De acordo com estimativas da International Energy Agency (IEA), a demanda global por biocombustíveis deve ultrapassar 215 bilhões de litros por ano em 2030, 19% superior aos 180 bilhões de litros consumidos em 2024.
Em cenários de emissões líquidas zero até 2050, essa demanda pode aumentar significativamente, impulsionada principalmente pelas metas de descarbonização do setor de transporte, nos modais rodoviário, aéreo e marítimo. Segundo a OECD-FAO, da mesma forma, a demanda por alimento deve crescer 13% até 2032, principalmente devido ao crescimento populacional dos territórios africanos e asiáticos. Nesse contexto, há o extenso debate comumente denominado “food versus fuel”, em que estudos questionam se a produção de biocombustíveis pode comprometer ou não a oferta de alimentos e seus preços (para mais detalhes, ler “A produção de biocombustíveis ameaça a segurança alimentar?”).
O etanol de milho é um dos combustíveis questionados no âmbito desse debate. Na primeira década dos anos 2000, com o crescimento da produção e demanda por biocombustíveis, alguns estudos foram publicados indicando a existência de evidências que destacassem problemas relacionados à competição com a produção de alimentos, devido ao aumento da produção norte-americana de etanol de milho[1]. No entanto, atualmente no contexto brasileiro, a combinação de tecnologia, aumento de produtividade e a utilização de múltiplas safras possibilitam sinergias entre biocombustíveis e segurança alimentar, promovendo o uso mais eficiente da terra e aumentando a oferta de alimentos. O cultivo de matérias-primas em sistemas de sucessão vem desafiando a ideia simplista de competição pelo uso da terra entre alimentos e biocombustíveis.

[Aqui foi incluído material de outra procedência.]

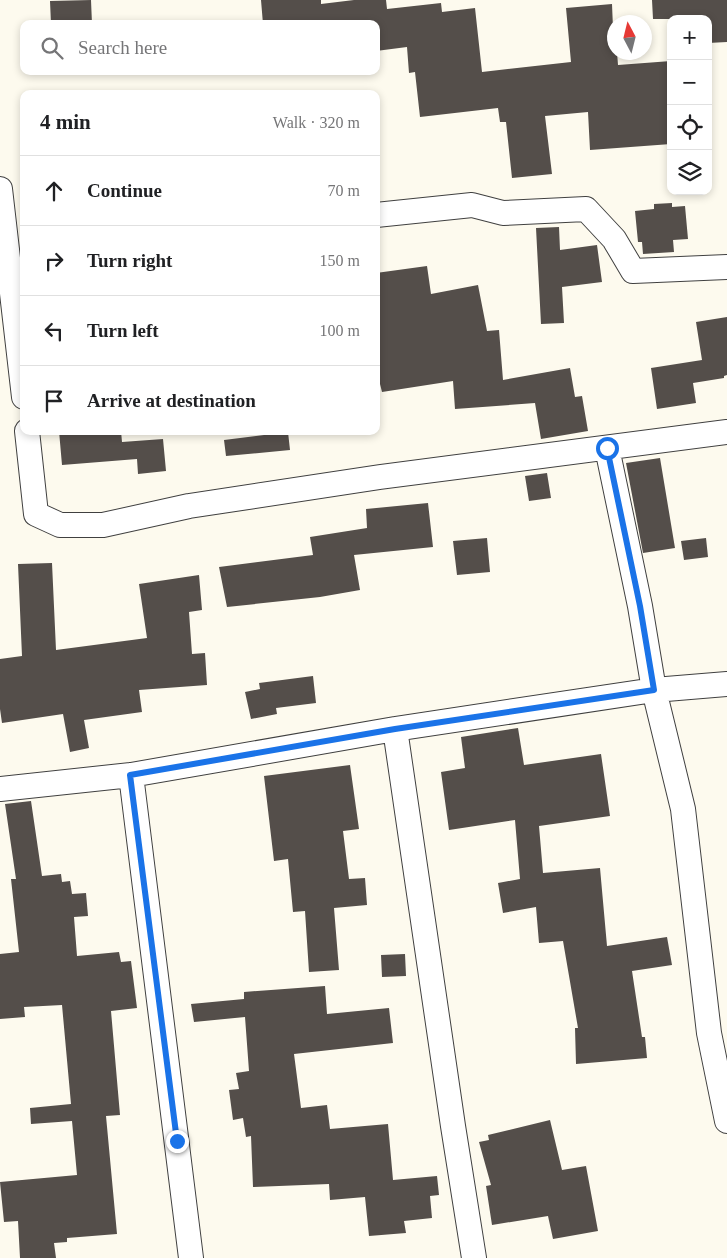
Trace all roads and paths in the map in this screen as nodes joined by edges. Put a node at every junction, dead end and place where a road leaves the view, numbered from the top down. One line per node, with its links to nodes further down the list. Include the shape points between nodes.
1 (0, 189): 3 (street)
2 (380, 215): 4 (street, via 472,205 502,213 586,209 614,240 633,271)
3 (16, 253): 5 (street)
4 (727, 266)
5 (20, 325)
6 (727, 432): 8 (street)
7 (28, 435): 8 (street, via 36,514 60,524 103,525 189,506)
8 (607, 448): 10 (street)
9 (727, 684): 10 (street)
10 (654, 690): 11 (street); 14 (street, via 683,809)
11 (395, 729): 12 (street); 17 (street)
12 (130, 775): 13 (street); 16 (street)
13 (0, 789)
14 (718, 1032): 15 (street)
15 (727, 1121)
16 (191, 1258)
17 (474, 1258)

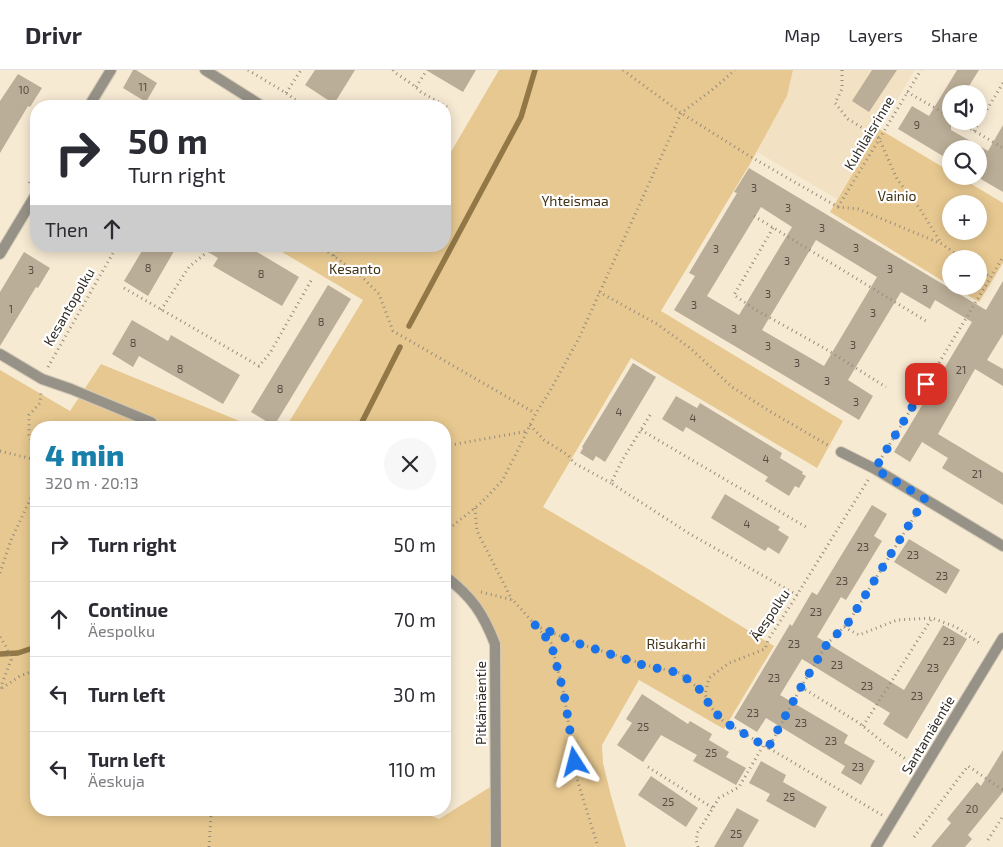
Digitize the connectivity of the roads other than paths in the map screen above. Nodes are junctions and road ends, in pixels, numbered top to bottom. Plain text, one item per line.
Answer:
1 (111, 70) edge
2 (204, 70) edge
3 (93, 100) edge
4 (252, 100) edge
5 (30, 204) edge
6 (0, 254) edge
7 (0, 354) edge
8 (149, 421) edge
9 (841, 452) road end
10 (1003, 546) edge
11 (451, 581) edge
12 (1003, 638) edge
13 (496, 847) edge
14 (876, 847) edge

1 - 3 street
2 - 4 street
5 - 6 street
7 - 8 street
9 - 10 street
11 - 13 street, Pitkämäentie
12 - 14 street, Santamäentie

Dados indicam que, apesar do aumento da demanda por milho para a produção de etanol no Brasil, não houve redução da quantidade destinada à alimentação humana e animal nem aumento significativo do preço do milho nos mercados local e global. Entre 2017/18 e 2023/24, enquanto a demanda de milho para a produção de etanol aumentou em 13 milhões de toneladas, a produção de milho destinada para ração animal expandiu em 9,5 milhões de toneladas, o uso para alimentos, sementes e uso industrial aumentou aproximadamente 4,5 milhões de toneladas e a exportação em 20 milhões de toneladas. Ao longo da série histórica observa-se que o milho foi destinado majoritariamente para rações, em seguida para exportações.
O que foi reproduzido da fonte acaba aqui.